Abstract
Purpose :
Wet Age-related Macular Degeneration (AMD) encompasses a broad spectrum of chorio-retinal disease. Wet AMD has a variable presentation, variable response to therapy, and variable prognosis. Retinal Angiomatous Proliferation (RAP) results from neovascularization originating within the retina in contrast to the more common presentation of neovascularization that originates within the choroid. We have previously identified differences in the vitreous proteome between eyes with RAP and CNV. Given these differences, we now ask whether the total protein levels of the vitreous might also differ between RAP and CNV.
Methods :
We analyzed vitreous samples of patients undergoing intravitreal injection for wet AMD during an IRB approved study. Each vitreous sample was acquired immediately prior to intravitreal injection. Total protein levels were calculated using the Pierce 660 nm Protein Assay (Thermo Scientific, NanoDrop 2000). Spectral Domain-OCT, Fundus Fluorescein Angiography, Indocyanine Green Angiography, Fundus Autofluorescence and Infrared Fundus Photography were conducted preceding each treatment. 2283 samples were collected from 518 eyes of 441 patients between the period from 1/1/07 to 9/15/15. We examined the clinical presentation of eyes observed to have a total protein level of 4.0mg/mL or greater to determine the presence or absence of a RAP lesion.
Results :
The average vitreous total protein found in 2283 samples from 518 eyes of 441 patients with wet AMD was 0.81 mg/mL. A total vitreous protein level > 4.0 mg/mL was identified 25/518 (5%) of eyes.
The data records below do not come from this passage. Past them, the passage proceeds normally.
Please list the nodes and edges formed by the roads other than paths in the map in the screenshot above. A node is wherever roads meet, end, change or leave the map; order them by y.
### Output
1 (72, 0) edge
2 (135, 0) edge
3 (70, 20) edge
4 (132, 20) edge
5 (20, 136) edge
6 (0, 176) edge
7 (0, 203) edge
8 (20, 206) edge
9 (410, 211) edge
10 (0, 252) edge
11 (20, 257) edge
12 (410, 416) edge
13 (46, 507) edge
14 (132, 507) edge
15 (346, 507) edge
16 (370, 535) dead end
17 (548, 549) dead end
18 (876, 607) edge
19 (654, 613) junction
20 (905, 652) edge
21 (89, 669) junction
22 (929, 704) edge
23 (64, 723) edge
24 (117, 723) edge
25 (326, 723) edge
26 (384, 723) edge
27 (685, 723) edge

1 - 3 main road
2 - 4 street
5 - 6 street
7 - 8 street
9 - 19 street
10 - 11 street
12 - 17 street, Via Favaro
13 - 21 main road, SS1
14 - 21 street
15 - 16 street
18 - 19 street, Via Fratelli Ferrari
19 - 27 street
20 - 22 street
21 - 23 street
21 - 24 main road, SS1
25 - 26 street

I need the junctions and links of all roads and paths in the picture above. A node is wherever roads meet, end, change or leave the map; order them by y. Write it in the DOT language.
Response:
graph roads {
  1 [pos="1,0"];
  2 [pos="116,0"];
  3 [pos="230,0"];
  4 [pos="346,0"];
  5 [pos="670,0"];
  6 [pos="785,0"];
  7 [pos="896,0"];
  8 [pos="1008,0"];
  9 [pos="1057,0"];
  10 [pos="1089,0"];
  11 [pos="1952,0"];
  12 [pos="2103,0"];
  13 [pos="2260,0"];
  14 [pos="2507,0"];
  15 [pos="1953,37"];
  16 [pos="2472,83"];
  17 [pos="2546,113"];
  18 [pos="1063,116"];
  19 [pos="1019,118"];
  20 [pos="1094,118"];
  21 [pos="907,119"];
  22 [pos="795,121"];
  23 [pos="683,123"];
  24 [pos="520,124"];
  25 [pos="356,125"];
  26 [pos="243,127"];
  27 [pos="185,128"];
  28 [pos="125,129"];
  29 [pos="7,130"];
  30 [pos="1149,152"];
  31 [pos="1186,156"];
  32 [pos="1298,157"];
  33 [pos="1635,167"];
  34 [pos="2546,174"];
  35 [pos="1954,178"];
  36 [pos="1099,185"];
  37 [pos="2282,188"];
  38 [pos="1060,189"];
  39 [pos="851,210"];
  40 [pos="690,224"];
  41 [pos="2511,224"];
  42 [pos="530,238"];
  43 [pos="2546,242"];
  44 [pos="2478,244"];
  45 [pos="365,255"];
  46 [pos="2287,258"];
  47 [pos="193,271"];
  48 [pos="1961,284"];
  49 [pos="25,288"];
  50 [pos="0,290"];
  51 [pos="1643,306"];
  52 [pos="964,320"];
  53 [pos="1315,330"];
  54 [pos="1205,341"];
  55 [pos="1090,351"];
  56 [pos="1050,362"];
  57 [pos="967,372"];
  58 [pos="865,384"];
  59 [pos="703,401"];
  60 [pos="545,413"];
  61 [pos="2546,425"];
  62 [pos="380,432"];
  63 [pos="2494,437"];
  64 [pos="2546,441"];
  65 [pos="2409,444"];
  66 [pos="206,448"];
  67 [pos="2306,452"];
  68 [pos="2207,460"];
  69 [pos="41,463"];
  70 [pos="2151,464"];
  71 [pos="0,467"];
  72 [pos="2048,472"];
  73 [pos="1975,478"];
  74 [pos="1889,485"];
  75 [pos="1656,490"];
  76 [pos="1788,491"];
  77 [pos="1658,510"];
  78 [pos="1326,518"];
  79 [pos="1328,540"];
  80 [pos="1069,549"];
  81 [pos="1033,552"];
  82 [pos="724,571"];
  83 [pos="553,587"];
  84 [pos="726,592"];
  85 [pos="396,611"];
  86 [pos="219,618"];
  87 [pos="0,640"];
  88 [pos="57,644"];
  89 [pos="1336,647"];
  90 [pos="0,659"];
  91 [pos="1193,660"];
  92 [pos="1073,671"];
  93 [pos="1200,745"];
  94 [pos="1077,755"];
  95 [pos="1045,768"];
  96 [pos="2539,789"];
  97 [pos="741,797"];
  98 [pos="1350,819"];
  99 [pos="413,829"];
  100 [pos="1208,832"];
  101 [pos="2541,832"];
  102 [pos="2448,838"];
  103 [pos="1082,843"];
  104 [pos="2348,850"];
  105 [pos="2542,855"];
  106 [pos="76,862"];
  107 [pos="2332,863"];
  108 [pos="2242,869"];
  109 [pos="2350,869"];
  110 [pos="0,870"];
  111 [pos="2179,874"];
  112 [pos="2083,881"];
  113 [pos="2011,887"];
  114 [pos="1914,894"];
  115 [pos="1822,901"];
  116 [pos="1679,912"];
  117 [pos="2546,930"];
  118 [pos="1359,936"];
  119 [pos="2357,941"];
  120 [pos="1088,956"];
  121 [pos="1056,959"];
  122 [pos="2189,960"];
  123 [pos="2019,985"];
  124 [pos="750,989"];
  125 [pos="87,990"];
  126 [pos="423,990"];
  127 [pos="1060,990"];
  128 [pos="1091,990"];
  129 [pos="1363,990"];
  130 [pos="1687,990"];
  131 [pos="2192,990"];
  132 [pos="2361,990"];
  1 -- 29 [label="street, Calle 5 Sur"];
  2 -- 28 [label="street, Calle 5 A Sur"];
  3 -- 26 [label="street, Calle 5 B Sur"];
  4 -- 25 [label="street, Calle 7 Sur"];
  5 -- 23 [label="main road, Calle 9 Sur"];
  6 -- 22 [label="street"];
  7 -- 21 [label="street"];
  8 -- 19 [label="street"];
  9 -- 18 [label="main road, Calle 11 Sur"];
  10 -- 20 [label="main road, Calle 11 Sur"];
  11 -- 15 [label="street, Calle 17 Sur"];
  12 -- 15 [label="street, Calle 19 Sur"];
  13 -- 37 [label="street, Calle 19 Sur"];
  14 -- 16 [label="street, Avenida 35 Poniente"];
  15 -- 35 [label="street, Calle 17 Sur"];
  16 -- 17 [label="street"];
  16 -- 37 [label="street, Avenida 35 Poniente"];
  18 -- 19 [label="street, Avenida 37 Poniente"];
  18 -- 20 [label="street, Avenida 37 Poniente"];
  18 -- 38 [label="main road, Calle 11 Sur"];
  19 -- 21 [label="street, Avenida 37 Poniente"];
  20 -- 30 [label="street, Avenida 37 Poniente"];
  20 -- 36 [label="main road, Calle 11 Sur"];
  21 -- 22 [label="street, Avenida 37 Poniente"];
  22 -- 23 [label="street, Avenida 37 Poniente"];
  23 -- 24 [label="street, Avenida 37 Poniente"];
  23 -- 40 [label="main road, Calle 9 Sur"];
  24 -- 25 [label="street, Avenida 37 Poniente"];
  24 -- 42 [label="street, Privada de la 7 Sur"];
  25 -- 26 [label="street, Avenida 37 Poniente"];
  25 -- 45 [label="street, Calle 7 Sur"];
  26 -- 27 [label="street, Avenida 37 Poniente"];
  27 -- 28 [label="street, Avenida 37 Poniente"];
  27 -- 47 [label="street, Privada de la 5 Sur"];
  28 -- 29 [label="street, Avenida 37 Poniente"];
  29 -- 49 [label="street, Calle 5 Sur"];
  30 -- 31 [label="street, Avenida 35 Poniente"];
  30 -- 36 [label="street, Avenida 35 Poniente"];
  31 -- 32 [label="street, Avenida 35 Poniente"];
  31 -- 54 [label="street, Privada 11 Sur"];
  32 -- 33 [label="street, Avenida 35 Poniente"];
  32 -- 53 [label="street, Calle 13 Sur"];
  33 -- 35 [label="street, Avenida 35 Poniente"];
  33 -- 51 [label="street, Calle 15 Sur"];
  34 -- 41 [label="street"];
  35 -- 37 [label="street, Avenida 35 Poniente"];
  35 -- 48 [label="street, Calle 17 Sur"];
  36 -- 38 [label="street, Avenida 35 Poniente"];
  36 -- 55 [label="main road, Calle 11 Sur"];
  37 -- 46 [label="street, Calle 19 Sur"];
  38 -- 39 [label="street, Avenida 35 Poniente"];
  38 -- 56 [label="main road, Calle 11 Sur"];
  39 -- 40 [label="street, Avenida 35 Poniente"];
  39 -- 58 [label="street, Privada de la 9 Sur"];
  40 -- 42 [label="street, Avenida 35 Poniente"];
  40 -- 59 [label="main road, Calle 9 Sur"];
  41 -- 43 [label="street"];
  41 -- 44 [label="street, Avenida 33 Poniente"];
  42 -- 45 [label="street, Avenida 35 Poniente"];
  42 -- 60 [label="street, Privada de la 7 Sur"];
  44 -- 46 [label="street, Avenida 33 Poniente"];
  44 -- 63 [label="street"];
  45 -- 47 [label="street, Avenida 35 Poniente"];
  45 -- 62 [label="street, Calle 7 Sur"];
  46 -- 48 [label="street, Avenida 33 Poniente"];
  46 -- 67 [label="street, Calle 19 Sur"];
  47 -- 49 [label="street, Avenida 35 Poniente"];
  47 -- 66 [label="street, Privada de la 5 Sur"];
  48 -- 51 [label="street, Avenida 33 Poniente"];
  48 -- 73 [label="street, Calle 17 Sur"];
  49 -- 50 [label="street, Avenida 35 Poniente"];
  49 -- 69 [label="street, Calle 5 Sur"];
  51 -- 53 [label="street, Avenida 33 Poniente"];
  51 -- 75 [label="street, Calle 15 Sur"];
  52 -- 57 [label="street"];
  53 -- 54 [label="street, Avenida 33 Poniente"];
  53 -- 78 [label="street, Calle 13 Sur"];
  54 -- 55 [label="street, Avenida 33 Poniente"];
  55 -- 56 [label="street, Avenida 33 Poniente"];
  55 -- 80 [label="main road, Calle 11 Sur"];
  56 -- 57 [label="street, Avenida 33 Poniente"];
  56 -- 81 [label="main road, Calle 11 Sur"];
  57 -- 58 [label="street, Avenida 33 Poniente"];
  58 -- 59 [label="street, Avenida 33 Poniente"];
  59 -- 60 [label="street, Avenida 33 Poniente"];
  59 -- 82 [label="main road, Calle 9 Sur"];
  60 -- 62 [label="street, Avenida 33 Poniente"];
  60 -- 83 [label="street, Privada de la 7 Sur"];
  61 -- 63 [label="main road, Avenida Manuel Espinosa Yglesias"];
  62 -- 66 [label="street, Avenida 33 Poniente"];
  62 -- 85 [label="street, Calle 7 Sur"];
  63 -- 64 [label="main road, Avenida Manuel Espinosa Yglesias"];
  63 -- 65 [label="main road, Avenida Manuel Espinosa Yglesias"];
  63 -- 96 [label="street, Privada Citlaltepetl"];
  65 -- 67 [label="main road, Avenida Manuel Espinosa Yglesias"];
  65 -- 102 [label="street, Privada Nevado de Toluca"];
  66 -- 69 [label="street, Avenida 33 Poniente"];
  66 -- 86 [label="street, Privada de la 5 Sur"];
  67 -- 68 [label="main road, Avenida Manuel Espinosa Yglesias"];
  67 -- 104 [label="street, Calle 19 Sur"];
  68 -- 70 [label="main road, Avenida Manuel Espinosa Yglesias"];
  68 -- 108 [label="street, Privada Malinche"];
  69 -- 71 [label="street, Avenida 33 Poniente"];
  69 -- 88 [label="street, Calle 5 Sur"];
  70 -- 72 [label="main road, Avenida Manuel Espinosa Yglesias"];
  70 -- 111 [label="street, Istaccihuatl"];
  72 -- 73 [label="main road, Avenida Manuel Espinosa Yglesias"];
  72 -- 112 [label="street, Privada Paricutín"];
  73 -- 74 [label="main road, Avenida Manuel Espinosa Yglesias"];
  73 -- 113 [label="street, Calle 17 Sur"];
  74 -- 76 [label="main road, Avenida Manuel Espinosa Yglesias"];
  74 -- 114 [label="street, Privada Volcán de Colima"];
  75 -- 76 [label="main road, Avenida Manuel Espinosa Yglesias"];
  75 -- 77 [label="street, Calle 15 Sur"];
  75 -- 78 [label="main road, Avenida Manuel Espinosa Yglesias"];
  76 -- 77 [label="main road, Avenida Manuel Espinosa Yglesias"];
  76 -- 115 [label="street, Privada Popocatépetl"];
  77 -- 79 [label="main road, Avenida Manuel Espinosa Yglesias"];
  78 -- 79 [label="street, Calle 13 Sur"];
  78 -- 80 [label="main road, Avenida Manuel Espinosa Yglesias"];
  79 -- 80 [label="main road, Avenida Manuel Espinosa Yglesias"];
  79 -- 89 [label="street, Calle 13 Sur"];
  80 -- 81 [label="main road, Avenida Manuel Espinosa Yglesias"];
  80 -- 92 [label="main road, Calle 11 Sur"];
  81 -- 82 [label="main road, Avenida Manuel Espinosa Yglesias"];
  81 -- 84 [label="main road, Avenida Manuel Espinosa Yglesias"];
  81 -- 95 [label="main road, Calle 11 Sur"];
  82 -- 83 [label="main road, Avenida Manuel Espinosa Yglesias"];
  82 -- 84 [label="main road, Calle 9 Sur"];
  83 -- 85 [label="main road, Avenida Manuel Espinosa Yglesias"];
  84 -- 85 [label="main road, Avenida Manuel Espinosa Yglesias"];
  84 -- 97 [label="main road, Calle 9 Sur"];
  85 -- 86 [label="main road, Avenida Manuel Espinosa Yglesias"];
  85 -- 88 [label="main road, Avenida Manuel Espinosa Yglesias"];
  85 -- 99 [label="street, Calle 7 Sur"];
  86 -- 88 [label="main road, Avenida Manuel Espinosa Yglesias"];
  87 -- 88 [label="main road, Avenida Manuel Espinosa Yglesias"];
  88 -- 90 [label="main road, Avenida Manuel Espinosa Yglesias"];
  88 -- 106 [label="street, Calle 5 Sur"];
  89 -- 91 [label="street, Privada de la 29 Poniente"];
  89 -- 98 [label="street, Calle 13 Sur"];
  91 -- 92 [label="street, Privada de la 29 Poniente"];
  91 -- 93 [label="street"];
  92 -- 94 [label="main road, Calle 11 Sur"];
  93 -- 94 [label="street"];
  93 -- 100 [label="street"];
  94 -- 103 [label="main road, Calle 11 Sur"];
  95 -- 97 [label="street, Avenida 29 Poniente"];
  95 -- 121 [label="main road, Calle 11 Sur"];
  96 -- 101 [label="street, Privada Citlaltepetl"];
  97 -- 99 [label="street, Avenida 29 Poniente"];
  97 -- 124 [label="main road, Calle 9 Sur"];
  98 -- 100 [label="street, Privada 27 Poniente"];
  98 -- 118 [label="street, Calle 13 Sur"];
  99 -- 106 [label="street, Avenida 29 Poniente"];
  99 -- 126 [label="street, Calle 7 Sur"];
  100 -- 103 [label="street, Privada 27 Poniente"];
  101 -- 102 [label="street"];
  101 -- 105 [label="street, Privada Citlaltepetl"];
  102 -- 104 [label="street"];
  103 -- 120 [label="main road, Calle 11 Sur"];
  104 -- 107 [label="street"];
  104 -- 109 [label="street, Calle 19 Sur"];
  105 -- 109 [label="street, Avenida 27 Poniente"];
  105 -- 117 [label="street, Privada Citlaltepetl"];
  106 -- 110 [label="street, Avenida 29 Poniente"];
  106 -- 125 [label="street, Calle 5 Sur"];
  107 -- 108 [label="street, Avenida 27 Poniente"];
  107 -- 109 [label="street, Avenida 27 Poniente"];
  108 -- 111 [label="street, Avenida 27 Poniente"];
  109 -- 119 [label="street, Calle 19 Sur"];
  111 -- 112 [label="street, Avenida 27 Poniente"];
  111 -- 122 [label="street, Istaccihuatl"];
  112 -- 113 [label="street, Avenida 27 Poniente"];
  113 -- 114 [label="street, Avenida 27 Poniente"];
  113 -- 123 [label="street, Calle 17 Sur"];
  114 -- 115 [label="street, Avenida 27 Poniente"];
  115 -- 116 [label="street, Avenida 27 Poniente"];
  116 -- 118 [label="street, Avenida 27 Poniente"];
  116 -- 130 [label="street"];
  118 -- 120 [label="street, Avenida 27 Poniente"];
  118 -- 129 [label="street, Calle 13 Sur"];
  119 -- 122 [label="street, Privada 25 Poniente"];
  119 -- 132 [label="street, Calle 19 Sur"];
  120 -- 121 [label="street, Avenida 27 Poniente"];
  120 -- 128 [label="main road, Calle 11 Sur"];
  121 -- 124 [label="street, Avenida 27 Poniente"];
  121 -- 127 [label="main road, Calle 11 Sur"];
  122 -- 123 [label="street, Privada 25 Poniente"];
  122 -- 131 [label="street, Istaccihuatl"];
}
Of those eyes with elevated vitreous protein 14/25 (56%) were found to have angiographically, tomographically, or photographically demonstrable RAP lesions.
Conclusions :
Patients with elevated vitreous total protein levels were found to have RAP lesions at an incident rate well above that reported in nAMD. The influence of RAPs upon the vitreous proteomome supports the hypothesis that RAPs are an aggressive vascular proliferation of inner retinal origin and thus in close proximity to the vitreous body. This association further suggests the potential utility of vitreous proteomics that might assist in the understanding of AMD and other retinal disorders.
This is an abstract that was submitted for the 2016 ARVO Annual Meeting, held in Seattle, Wash., May 1-5, 2016.